Avant tout, permettez-moi de vous parler un peu de moi : j’ai longtemps cru que, par une réaction chimique inexplicable, si je m'efforçais à remplir le verre d’eau des autres, malgré l’absence totale d’eau dans ma propre carafe, j’allais non seulement réussir à remplir leur verre, mais aussi ma carafe par la même occasion. On est d’accord que dans la réalité, cette croyance ne tient pas la route… Eh bien, c’est un peu la même chose qui se passe lorsqu’on choisit de venir en aide aux autres sous prétexte que ça « nous fait du bien », alors que nous sommes nous-mêmes fatigués, épuisés, vidés.

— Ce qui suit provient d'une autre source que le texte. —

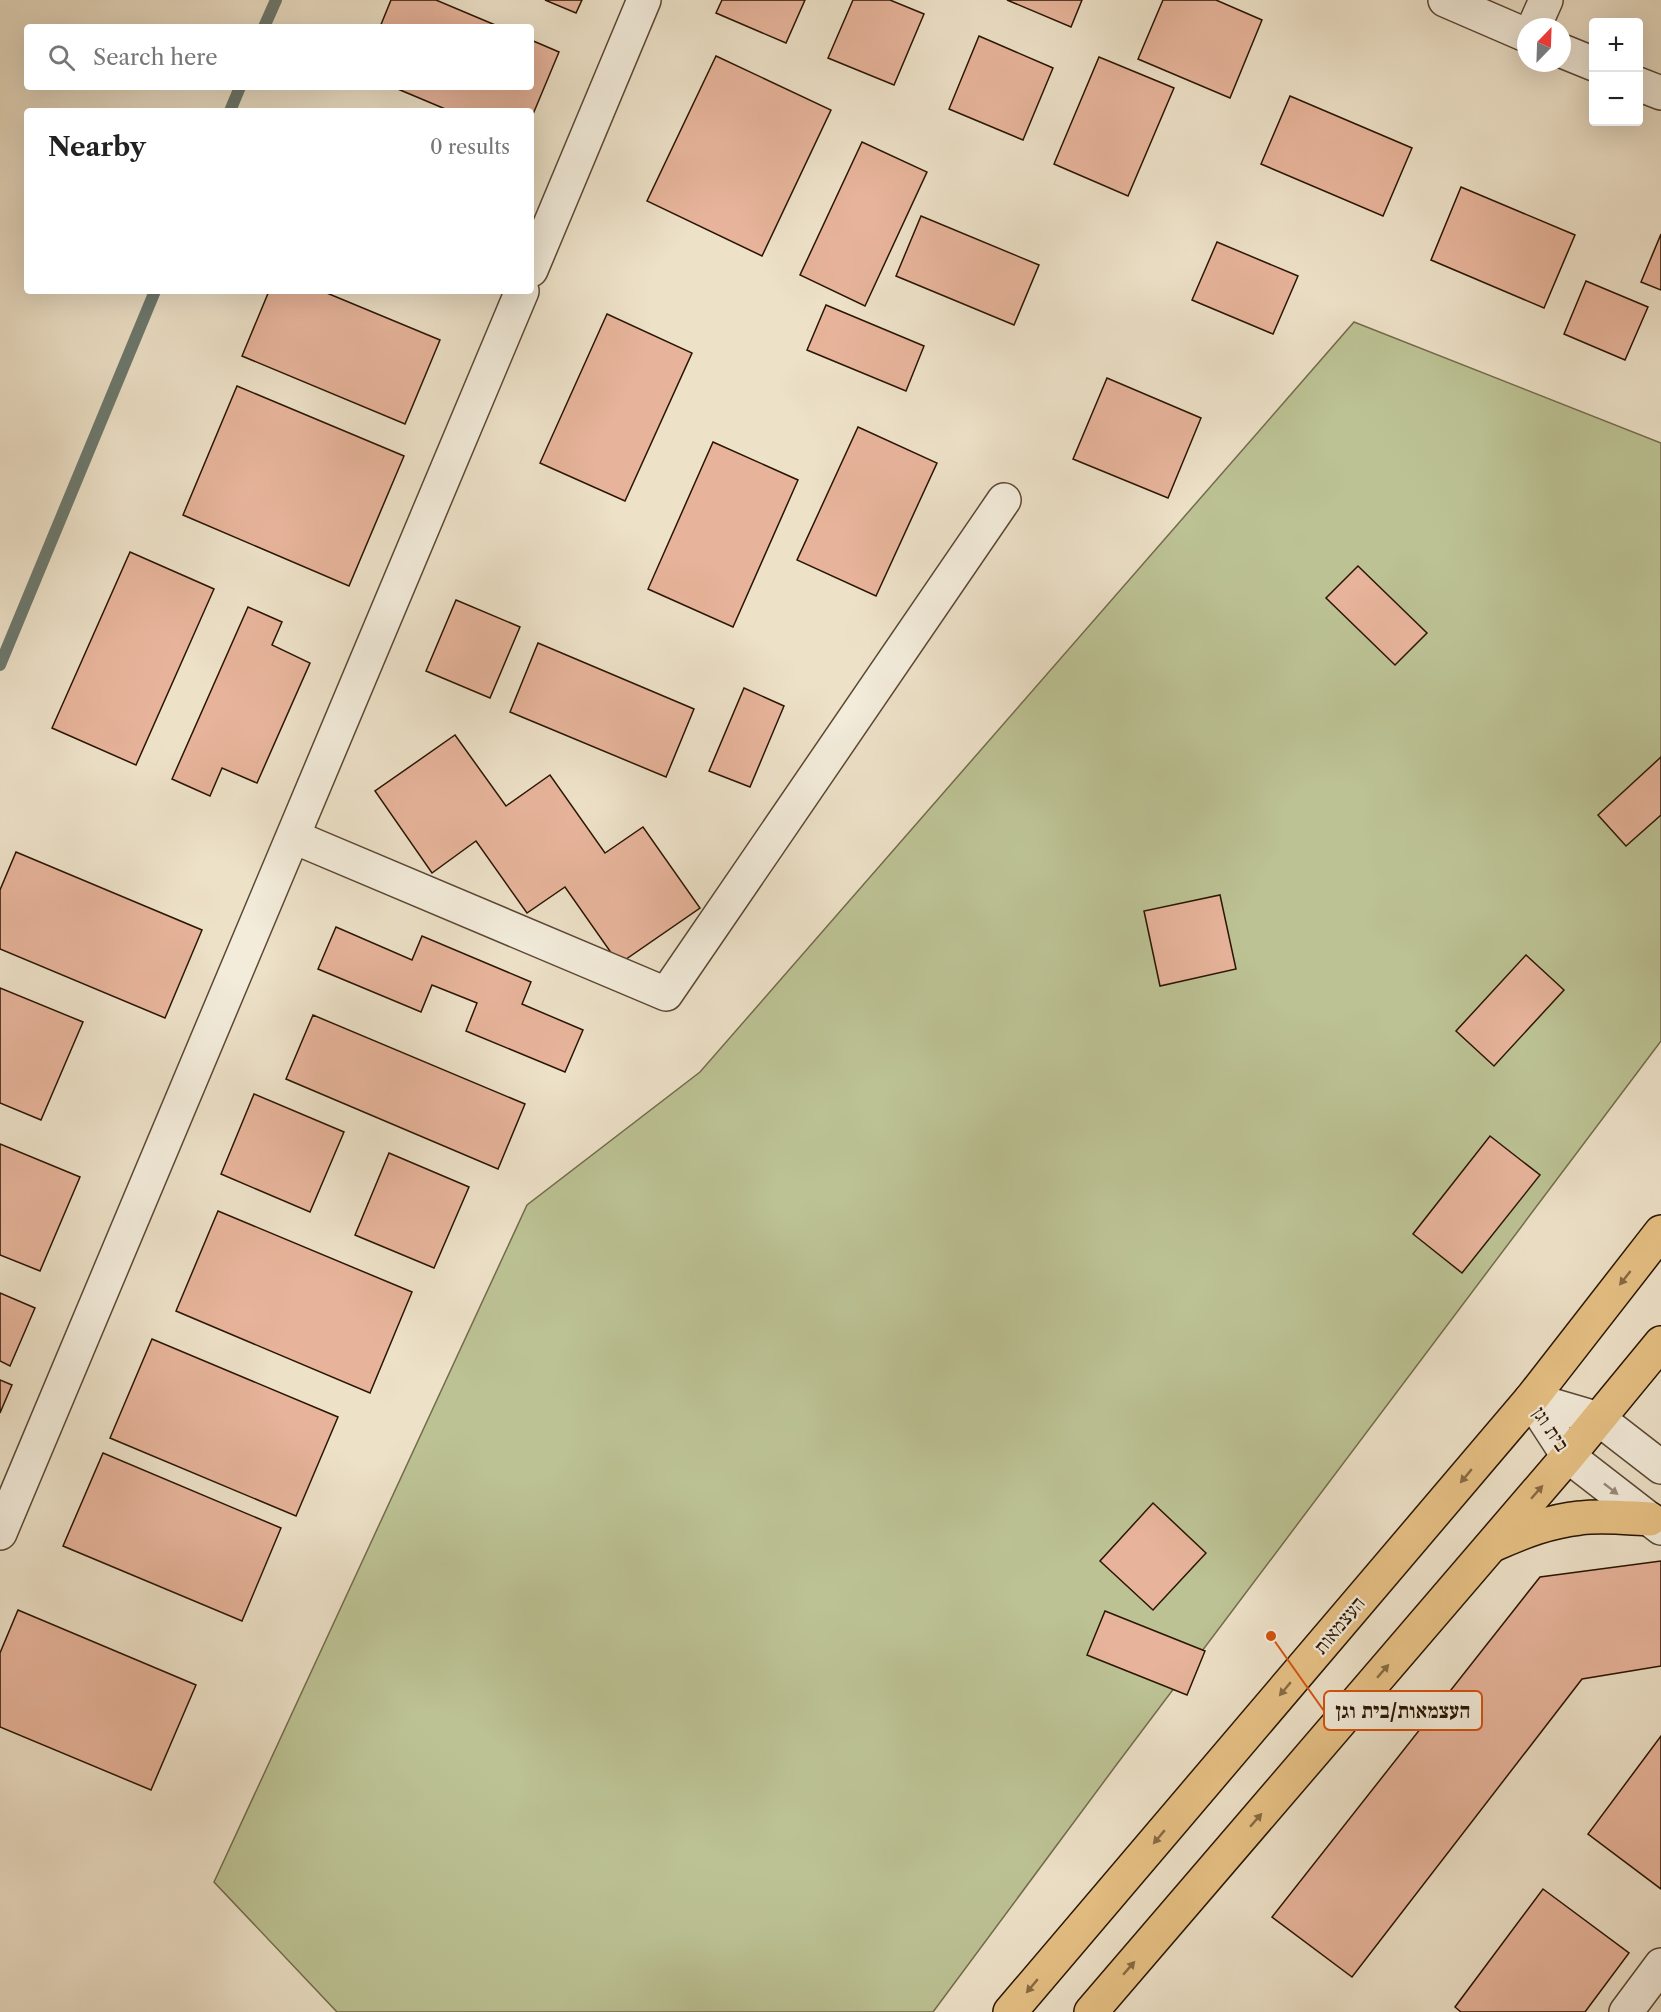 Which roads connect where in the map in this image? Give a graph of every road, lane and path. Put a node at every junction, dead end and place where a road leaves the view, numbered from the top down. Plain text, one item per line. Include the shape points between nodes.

Ne vous y méprenez pas : je ne dis pas qu’aider est mal, au contraire. Je dis qu’aider les autres avant de s’aider soi-même, c’est illogique et parfois même dangereux. Je dis aussi qu’apprendre à s’aider soi-même avant d’aider les autres est non seulement souhaitable, mais surtout nécessaire à un équilibre de vie durable (rien de moins).

L’égoïsme comme complément à l’altruisme
Si vous vous êtes reconnus dans les premières lignes de ce texte, sachez que vous n’êtes pas seul.e et que votre comportement peut s’expliquer en partie par une (fausse) croyance fortement véhiculée : l’altruisme prévaut sur l’égoïsme… Lorsqu’on parle d'altruisme, il s’agit habituellement d’un comportement qu’on encourage et qu’on perçoit comme bon et sain. Or, lorsqu’on parle d’égoïsme, on le présente souvent comme un comportement réprimandable, mauvais, qu’on choisit de faire au détriment des autres. Et si je vous disais que l’égoïsme est plutôt complémentaire à l’altruisme? Que l’un ne vient pas sans l’autre?

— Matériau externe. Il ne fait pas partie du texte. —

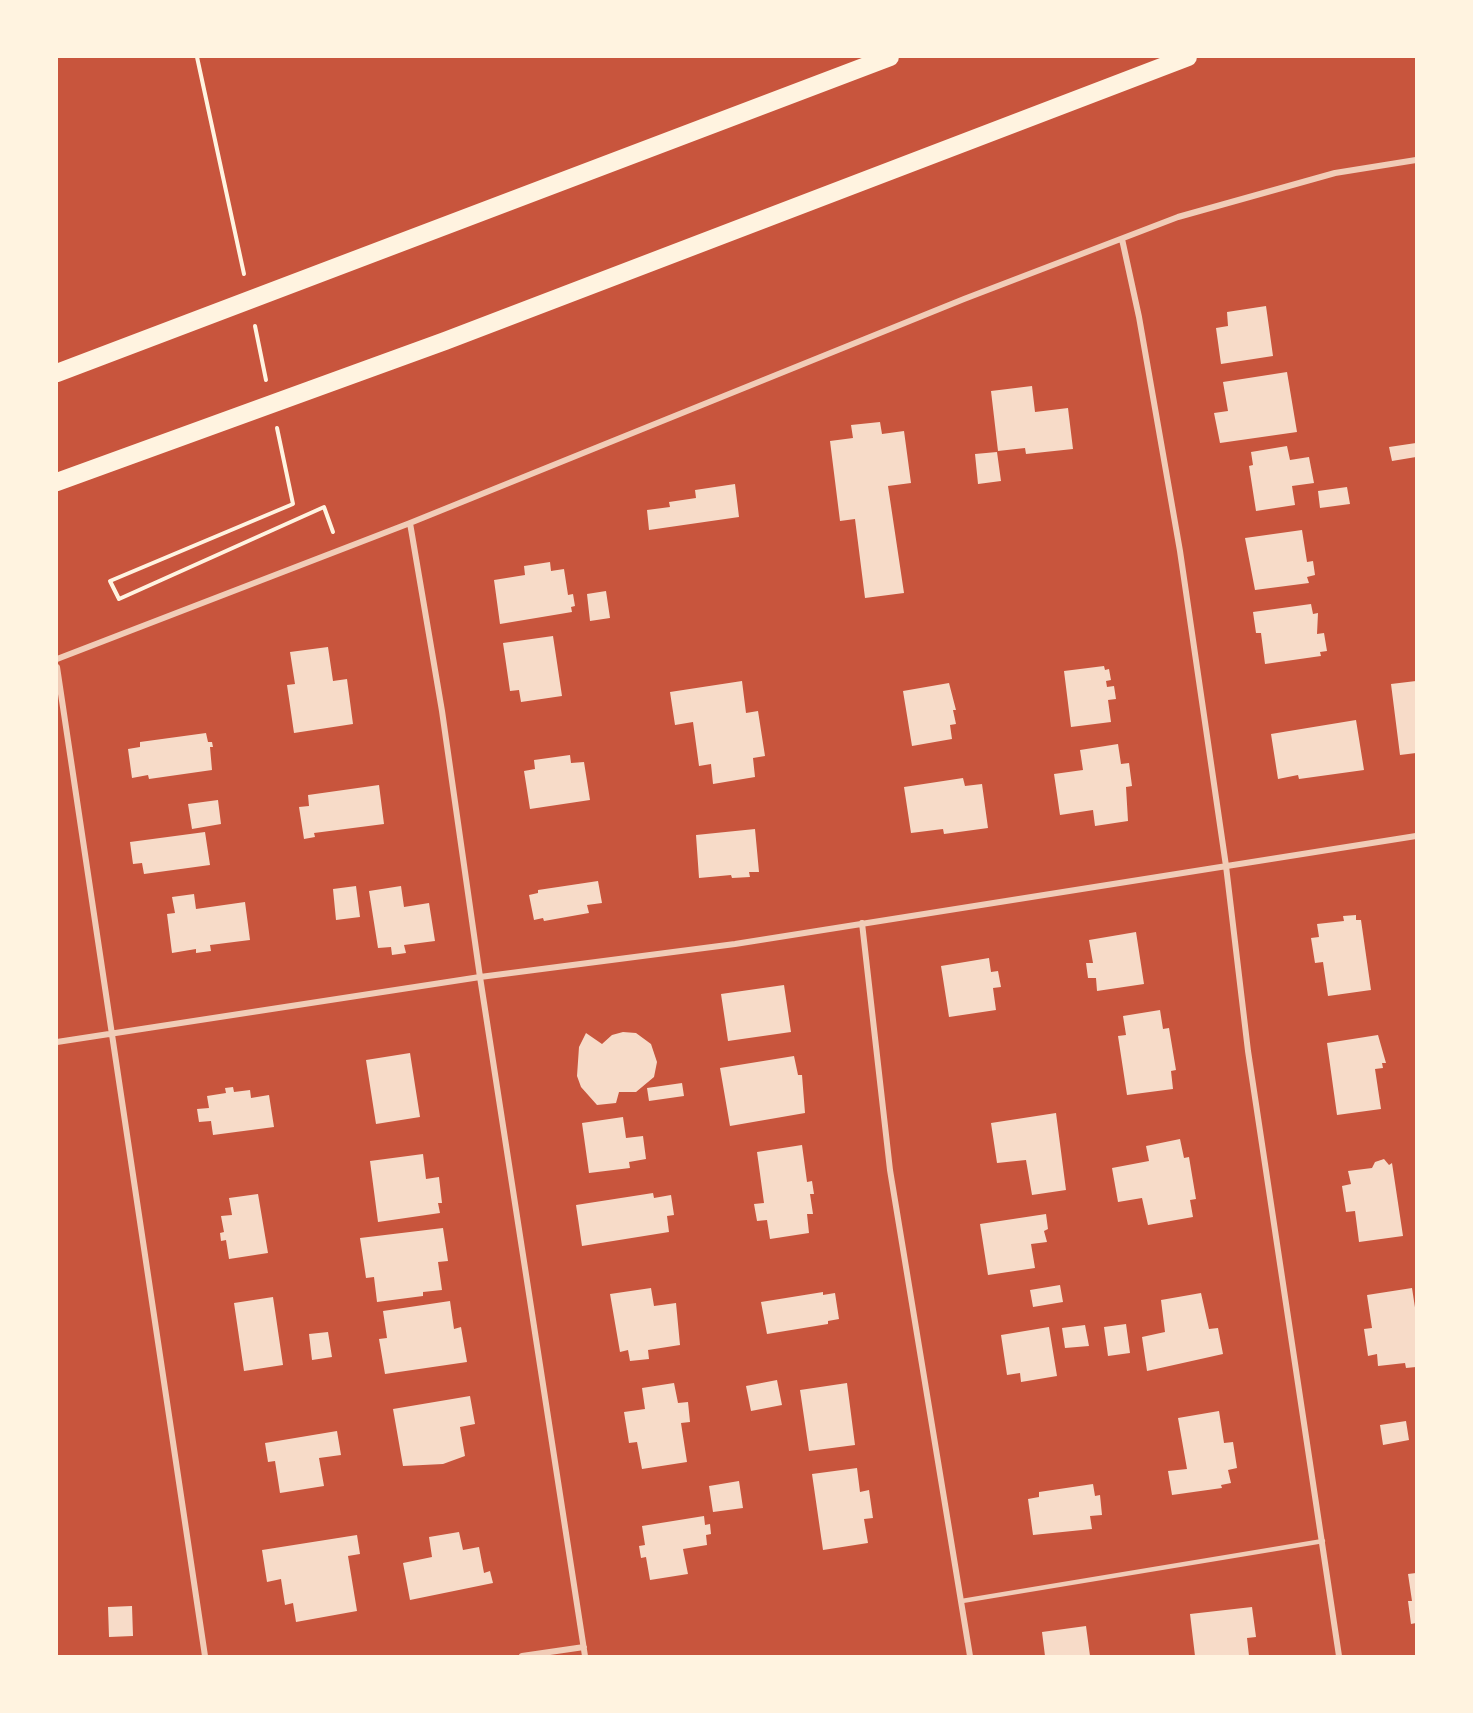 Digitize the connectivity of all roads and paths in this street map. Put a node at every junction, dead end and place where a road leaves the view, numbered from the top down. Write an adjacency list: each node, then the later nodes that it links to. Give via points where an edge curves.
1 (197, 57): 6 (path)
2 (890, 57): 8 (highway)
3 (1188, 57): 11 (highway, via 445,340)
4 (1416, 160): 5 (street, via 1335,172 1178,217)
5 (1122, 239): 14 (street); 19 (street, via 1180,551)
6 (246, 286)
7 (254, 321): 9 (path)
8 (57, 373)
9 (268, 389)
10 (276, 424): 15 (path, via 293,504 110,582 119,599 324,507)
11 (152, 447): 12 (highway); 13 (highway)
12 (57, 482)
13 (57, 495)
14 (410, 523): 15 (street); 21 (street)
15 (339, 550): 16 (street)
16 (57, 659)
17 (57, 667): 22 (street)
18 (1416, 836): 19 (street)
19 (1226, 866): 20 (street); 24 (street, via 1248,1051)
20 (862, 923): 21 (street, via 735,944); 25 (street, via 890,1170)
21 (480, 977): 22 (street); 26 (street)
22 (113, 1034): 23 (street); 27 (street)
23 (57, 1042)
24 (1323, 1541): 25 (lane); 31 (street)
25 (962, 1601): 30 (street)
26 (584, 1647): 28 (street); 29 (street)
27 (205, 1656)
28 (522, 1656)
29 (585, 1656)
30 (970, 1656)
31 (1339, 1656)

Car l’égoïsme et l’altruisme ne sont ni tout noir ni tout blanc. Il existe en fait un égoïsme sain et un égoïsme malsain, mais il existe aussi un altruisme sain et un altruisme malsain. Allons creuser un peu ces 4 postures :
Altruisme malsain : Il peut prendre plusieurs formes et est parfois difficile à différencier de l’altruisme sain, surtout pour une personne naturellement portée à venir en aide. Voici donc quelques éléments pouvant nous indiquer que notre altruisme tangue du côté obscur de la force : lorsque le choix de venir en aide est motivé par une peur sous-jacente de déplaire si on ne le fait pas, lorsque le fait d’avoir apporté notre aide nous laisse épuisés ou même amères, lorsqu’un sentiment d’injustice ou de frustration nous habite si notre aide n’est pas reconnue et valorisée à la hauteur de nos attentes ou même lorsqu’on ne se sent pas libre de dire non.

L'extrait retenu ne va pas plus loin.